## INFORMATION SHOWN
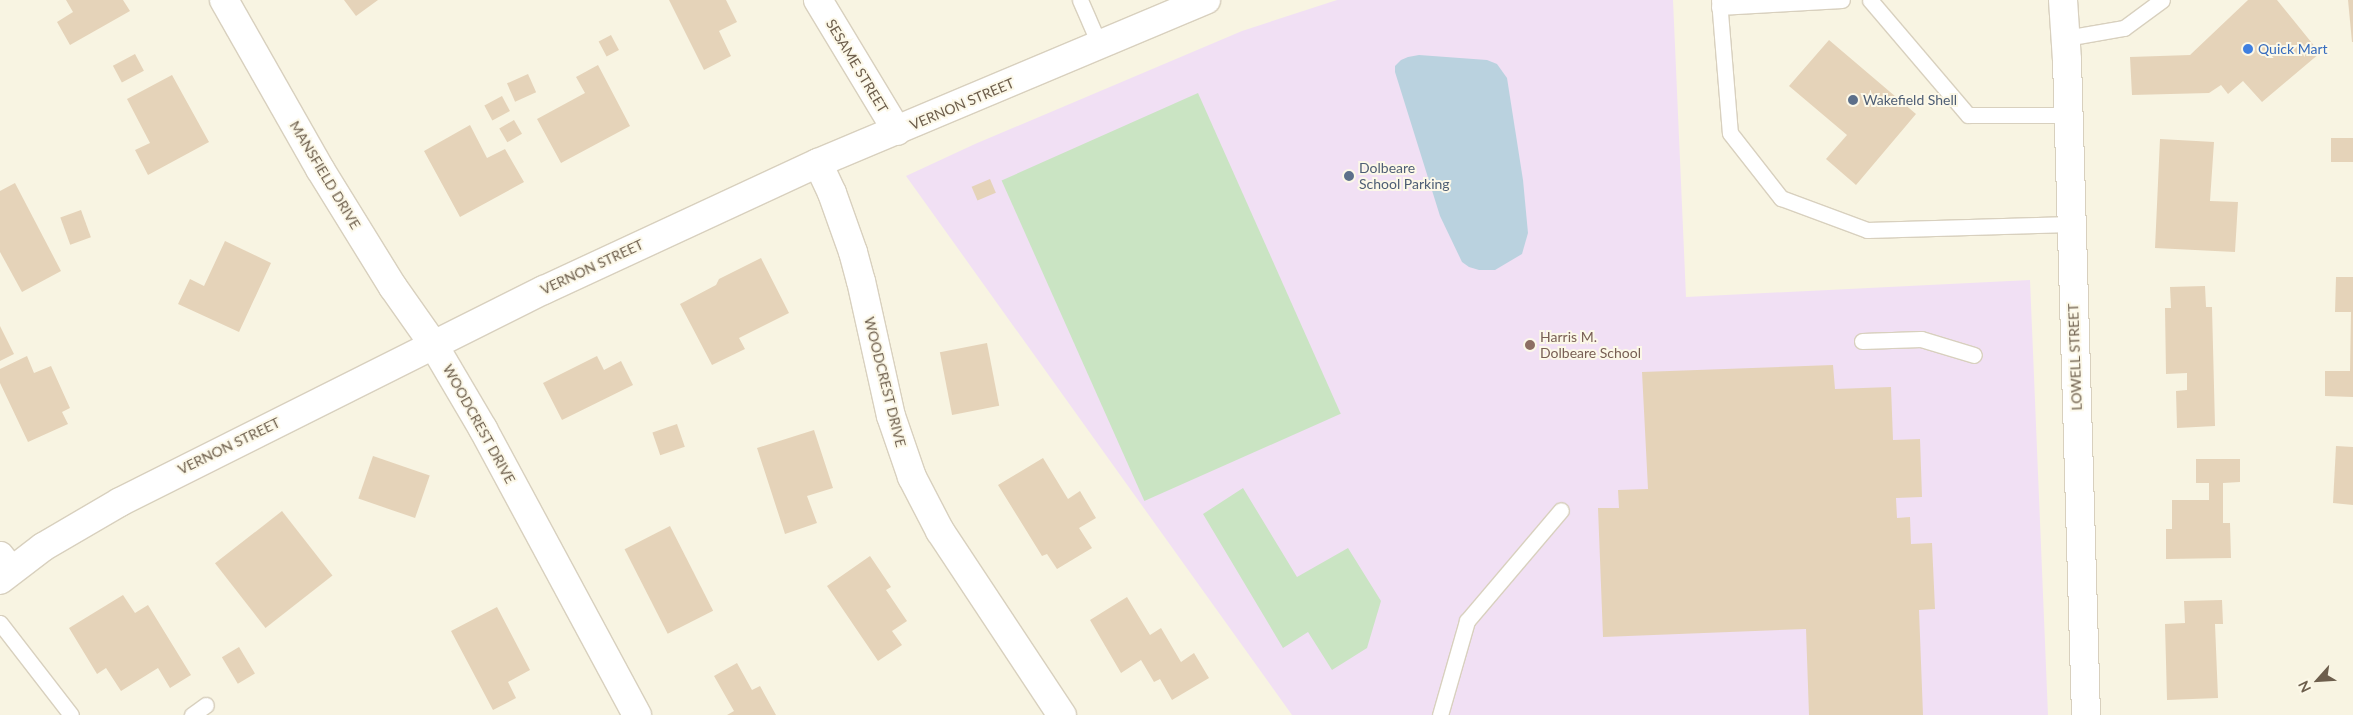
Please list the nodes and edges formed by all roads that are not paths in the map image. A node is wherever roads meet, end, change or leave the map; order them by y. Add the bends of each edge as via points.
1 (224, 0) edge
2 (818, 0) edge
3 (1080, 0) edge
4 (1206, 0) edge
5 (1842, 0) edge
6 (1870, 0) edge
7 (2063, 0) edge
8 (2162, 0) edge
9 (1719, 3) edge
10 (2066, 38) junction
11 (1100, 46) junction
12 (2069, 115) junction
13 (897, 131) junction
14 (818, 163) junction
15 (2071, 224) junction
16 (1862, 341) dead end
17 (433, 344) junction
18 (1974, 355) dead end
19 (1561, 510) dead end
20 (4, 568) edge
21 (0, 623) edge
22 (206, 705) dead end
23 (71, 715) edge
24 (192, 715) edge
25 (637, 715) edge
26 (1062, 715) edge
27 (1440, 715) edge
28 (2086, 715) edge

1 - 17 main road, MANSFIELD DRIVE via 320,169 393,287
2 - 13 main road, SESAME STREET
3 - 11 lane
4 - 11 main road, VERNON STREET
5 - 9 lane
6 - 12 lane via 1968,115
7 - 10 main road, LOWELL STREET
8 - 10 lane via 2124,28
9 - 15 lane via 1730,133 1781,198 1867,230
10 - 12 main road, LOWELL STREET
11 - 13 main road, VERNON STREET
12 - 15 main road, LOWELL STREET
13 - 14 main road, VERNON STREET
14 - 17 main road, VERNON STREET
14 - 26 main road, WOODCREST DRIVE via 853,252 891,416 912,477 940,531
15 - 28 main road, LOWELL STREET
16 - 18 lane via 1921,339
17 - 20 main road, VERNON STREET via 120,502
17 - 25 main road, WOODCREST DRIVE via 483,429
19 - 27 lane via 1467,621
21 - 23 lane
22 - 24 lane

## YOUR TASK
Output each entry verbatim; none of the pictures should be included.

## RESPONSE TO THIS EXERCISE
Please list the nodes and edges formed by all roads that are not paths in the map image. A node is wherever roads meet, end, change or leave the map; order them by y. Add the bends of each edge as via points.
1 (224, 0) edge
2 (818, 0) edge
3 (1080, 0) edge
4 (1206, 0) edge
5 (1842, 0) edge
6 (1870, 0) edge
7 (2063, 0) edge
8 (2162, 0) edge
9 (1719, 3) edge
10 (2066, 38) junction
11 (1100, 46) junction
12 (2069, 115) junction
13 (897, 131) junction
14 (818, 163) junction
15 (2071, 224) junction
16 (1862, 341) dead end
17 (433, 344) junction
18 (1974, 355) dead end
19 (1561, 510) dead end
20 (4, 568) edge
21 (0, 623) edge
22 (206, 705) dead end
23 (71, 715) edge
24 (192, 715) edge
25 (637, 715) edge
26 (1062, 715) edge
27 (1440, 715) edge
28 (2086, 715) edge

1 - 17 main road, MANSFIELD DRIVE via 320,169 393,287
2 - 13 main road, SESAME STREET
3 - 11 lane
4 - 11 main road, VERNON STREET
5 - 9 lane
6 - 12 lane via 1968,115
7 - 10 main road, LOWELL STREET
8 - 10 lane via 2124,28
9 - 15 lane via 1730,133 1781,198 1867,230
10 - 12 main road, LOWELL STREET
11 - 13 main road, VERNON STREET
12 - 15 main road, LOWELL STREET
13 - 14 main road, VERNON STREET
14 - 17 main road, VERNON STREET
14 - 26 main road, WOODCREST DRIVE via 853,252 891,416 912,477 940,531
15 - 28 main road, LOWELL STREET
16 - 18 lane via 1921,339
17 - 20 main road, VERNON STREET via 120,502
17 - 25 main road, WOODCREST DRIVE via 483,429
19 - 27 lane via 1467,621
21 - 23 lane
22 - 24 lane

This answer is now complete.